I don’t understand this apparent contradiction when Catholic priests are not allowed to marry but married priests are allowed to be ordained. :confused: Personally, I don’t believe priests should be married. I don’t believe a person can be fully commited to 2 vocations. A married person has to make their family their priority, a priest makes his parish his priority.A priest should never have to choose between his family and his parish.
 
We had a married priest who was a Lutheran convert, former green beret and had a wife and three kids. In addition to being a parish priest and having a family, he’s an active duty Army chaplain who gets deployed to the sandbox constantly. He’s a phenominal priest (who performed our marriage) and really got our sleepy parish off their butts! He was an outspoken opponent of married clergy, however. His parish always had to come first above his family. He really taught me (who formerly was one these ignorant types who didn’t have a problem with married clergy) what a bad idea it is to have married clergy. Is it possible? Yes. Is it advisable? No. And the Church in Her wisdom sees that and makes prudent exceptions (like in the case of this soon-to-be priest) only when it is in the best interest of the church.
 
I don’t believe a person can be fully commited to 2 vocations.
Wouldn’t someone who had only two vocations be an extremely limited person?

I am a husband, a father, a university professor, a son, a friend, and yes, a poster on these forums. Aren’t all of these vocations?

Edwin
 
This week I attended the ordination to the deaconate of a former Anglican priest. In August he will be ordained a priest. He is a married man with a grown family. He and his wife converted to Catholicism 2 years ago and he has applied for and recieved permission from Rome to be ordained in the Catholic church.

I don’t understand this apparent contradiction when Catholic priests are not allowed to marry but married priests are allowed to be ordained. :confused: Personally, I don’t believe priests should be married. I don’t believe a person can be fully commited to 2 vocations. A married person has to make their family their priority, a priest makes his parish his priority.A priest should never have to choose between his family and his parish.
The ideal from Scripture is that the married man is worried about his family while the unmarried can focus better on God. So you are correct that these 2 vocations are sizeable responsibilities. I think part of why he was accepted as a priest is because of 1. his kids are grown, and 2. his wife would have consented. I don’t know of any married converts with a house full of little ones that was accepted as a priest. It would be rare if ever.
 
This week I attended the ordination to the deaconate of a former Anglican priest. In August he will be ordained a priest. He is a married man with a grown family. He and his wife converted to Catholicism 2 years ago and he has applied for and recieved permission from Rome to be ordained in the Catholic church.

I don’t understand this apparent contradiction when Catholic priests are not allowed to marry but married priests are allowed to be ordained. :confused: Personally, I don’t believe priests should be married.

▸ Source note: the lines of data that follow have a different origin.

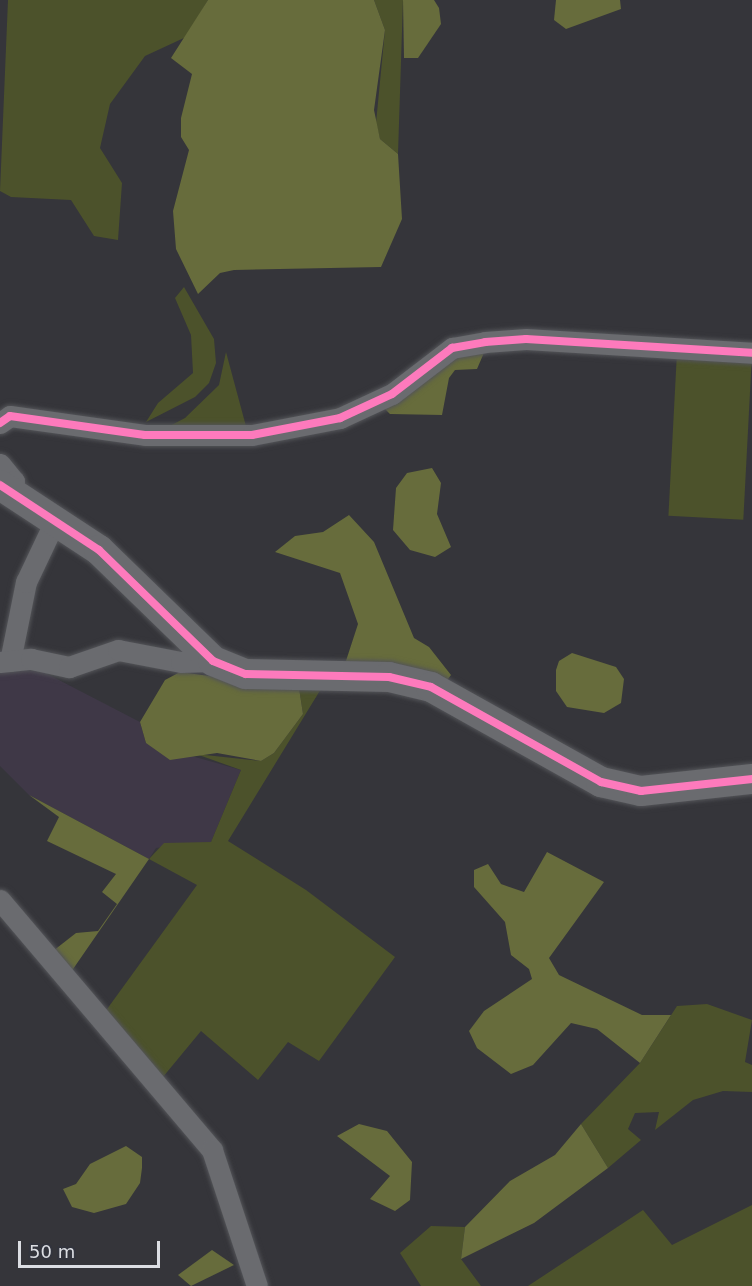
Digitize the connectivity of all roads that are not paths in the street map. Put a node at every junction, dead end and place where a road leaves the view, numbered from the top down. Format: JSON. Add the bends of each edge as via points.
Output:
{"nodes":[{"id":1,"x":752,"y":353,"type":"edge"},
{"id":2,"x":0,"y":423,"type":"edge"},
{"id":3,"x":0,"y":464,"type":"edge"},
{"id":4,"x":7,"y":490,"type":"edge"},
{"id":5,"x":55,"y":521,"type":"junction"},
{"id":6,"x":213,"y":661,"type":"junction"},
{"id":7,"x":5,"y":662,"type":"edge"},
{"id":8,"x":752,"y":779,"type":"edge"},
{"id":9,"x":0,"y":900,"type":"edge"},
{"id":10,"x":257,"y":1286,"type":"edge"}],
"edges":[{"from":1,"to":2,"type":"street","via":[[526,339],[485,342],[453,348],[392,394],[340,418],[252,435],[145,435],[10,416]]},
{"from":3,"to":4,"type":"street","via":[[14,482]]},
{"from":4,"to":5,"type":"street"},
{"from":5,"to":6,"type":"street","via":[[99,550]]},
{"from":5,"to":7,"type":"street","via":[[26,582]]},
{"from":6,"to":7,"type":"street","via":[[118,650],[69,667]]},
{"from":6,"to":8,"type":"street","via":[[246,674],[389,677],[431,687],[601,782],[641,791]]},
{"from":9,"to":10,"type":"street","via":[[212,1150]]}]}
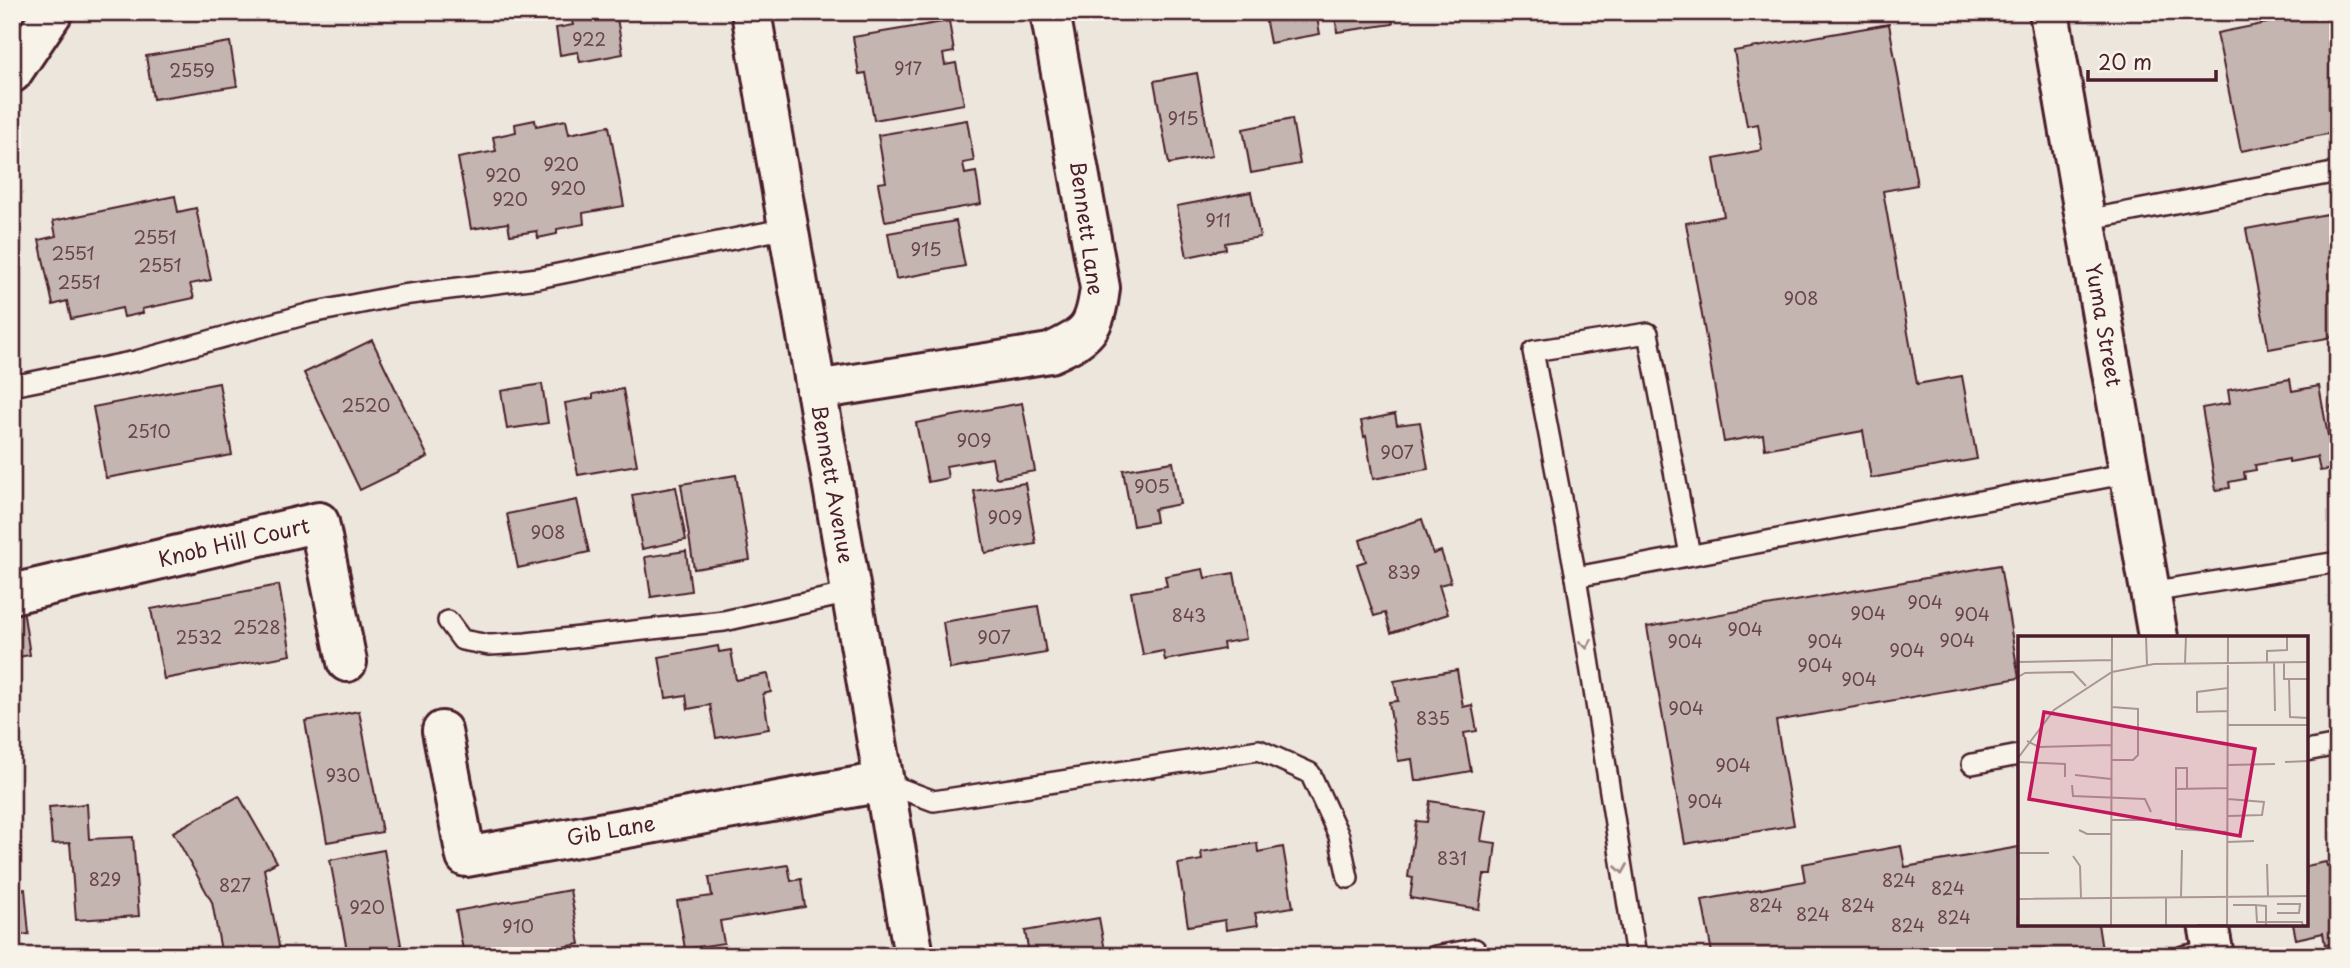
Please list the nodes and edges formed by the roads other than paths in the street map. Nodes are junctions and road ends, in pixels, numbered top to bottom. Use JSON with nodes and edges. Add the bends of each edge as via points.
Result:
{"nodes":[{"id":1,"x":53,"y":12,"type":"edge"},
{"id":2,"x":751,"y":12,"type":"edge"},
{"id":3,"x":1050,"y":12,"type":"edge"},
{"id":4,"x":2049,"y":12,"type":"edge"},
{"id":5,"x":12,"y":73,"type":"edge"},
{"id":6,"x":2338,"y":172,"type":"edge"},
{"id":7,"x":2085,"y":220,"type":"junction"},
{"id":8,"x":788,"y":228,"type":"junction"},
{"id":9,"x":12,"y":386,"type":"edge"},
{"id":10,"x":816,"y":390,"type":"junction"},
{"id":11,"x":2129,"y":473,"type":"junction"},
{"id":12,"x":1689,"y":555,"type":"junction"},
{"id":13,"x":2338,"y":562,"type":"edge"},
{"id":14,"x":1576,"y":577,"type":"junction"},
{"id":15,"x":2150,"y":592,"type":"junction"},
{"id":16,"x":850,"y":593,"type":"junction"},
{"id":17,"x":12,"y":594,"type":"edge"},
{"id":18,"x":448,"y":621,"type":"dead end"},
{"id":19,"x":2158,"y":636,"type":"edge"},
{"id":20,"x":347,"y":662,"type":"dead end"},
{"id":21,"x":442,"y":731,"type":"dead end"},
{"id":22,"x":2338,"y":745,"type":"edge"},
{"id":23,"x":2308,"y":751,"type":"edge"},
{"id":24,"x":2018,"y":755,"type":"edge"},
{"id":25,"x":1972,"y":764,"type":"dead end"},
{"id":26,"x":883,"y":782,"type":"junction"},
{"id":27,"x":1348,"y":878,"type":"dead end"},
{"id":28,"x":1475,"y":949,"type":"dead end"},
{"id":29,"x":914,"y":956,"type":"edge"},
{"id":30,"x":1435,"y":956,"type":"edge"},
{"id":31,"x":1636,"y":956,"type":"edge"}],
"edges":[{"from":1,"to":5,"type":"street"},
{"from":2,"to":8,"type":"street","name":"Bennett Avenue"},
{"from":3,"to":10,"type":"street","name":"Bennett Lane","via":[[1100,288],[1097,315],[1078,340],[1050,353]]},
{"from":4,"to":7,"type":"street","name":"Yuma Street"},
{"from":6,"to":7,"type":"lane"},
{"from":7,"to":11,"type":"street","name":"Yuma Street"},
{"from":8,"to":9,"type":"lane","via":[[538,278],[402,295],[311,313],[136,361]]},
{"from":8,"to":10,"type":"street","name":"Bennett Avenue"},
{"from":10,"to":16,"type":"street","name":"Bennett Avenue"},
{"from":11,"to":12,"type":"lane"},
{"from":11,"to":15,"type":"street","name":"Yuma Street"},
{"from":12,"to":14,"type":"lane"},
{"from":12,"to":14,"type":"lane","via":[[1648,333],[1533,351]]},
{"from":13,"to":15,"type":"lane"},
{"from":14,"to":31,"type":"lane","one_way":true},
{"from":15,"to":19,"type":"street","name":"Yuma Street"},
{"from":16,"to":18,"type":"lane","via":[[724,621],[526,643],[489,645],[462,640]]},
{"from":16,"to":26,"type":"street","name":"Bennett Avenue"},
{"from":17,"to":20,"type":"street","name":"Knob Hill Court","via":[[319,522]]},
{"from":21,"to":26,"type":"street","name":"Gib Lane","via":[[466,857]]},
{"from":22,"to":23,"type":"lane"},
{"from":24,"to":25,"type":"lane"},
{"from":26,"to":27,"type":"lane","via":[[934,801],[1259,750],[1310,773],[1339,836]]},
{"from":26,"to":29,"type":"street","name":"Bennett Avenue"},
{"from":28,"to":30,"type":"lane"}]}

I don’t believe a person can be fully commited to 2 vocations. A married person has to make their family their priority, a priest makes his parish his priority.A priest should never have to choose between his family and his parish.
I would welcome such a priest with my warmest regards and appreciation. I don’t see ANYTHING to be concerned about. Is this Priest going to serve in your own parish?

Remember some of the Apostles were married and all of the Eastern Church still permits married priests. There is nothing to fret about.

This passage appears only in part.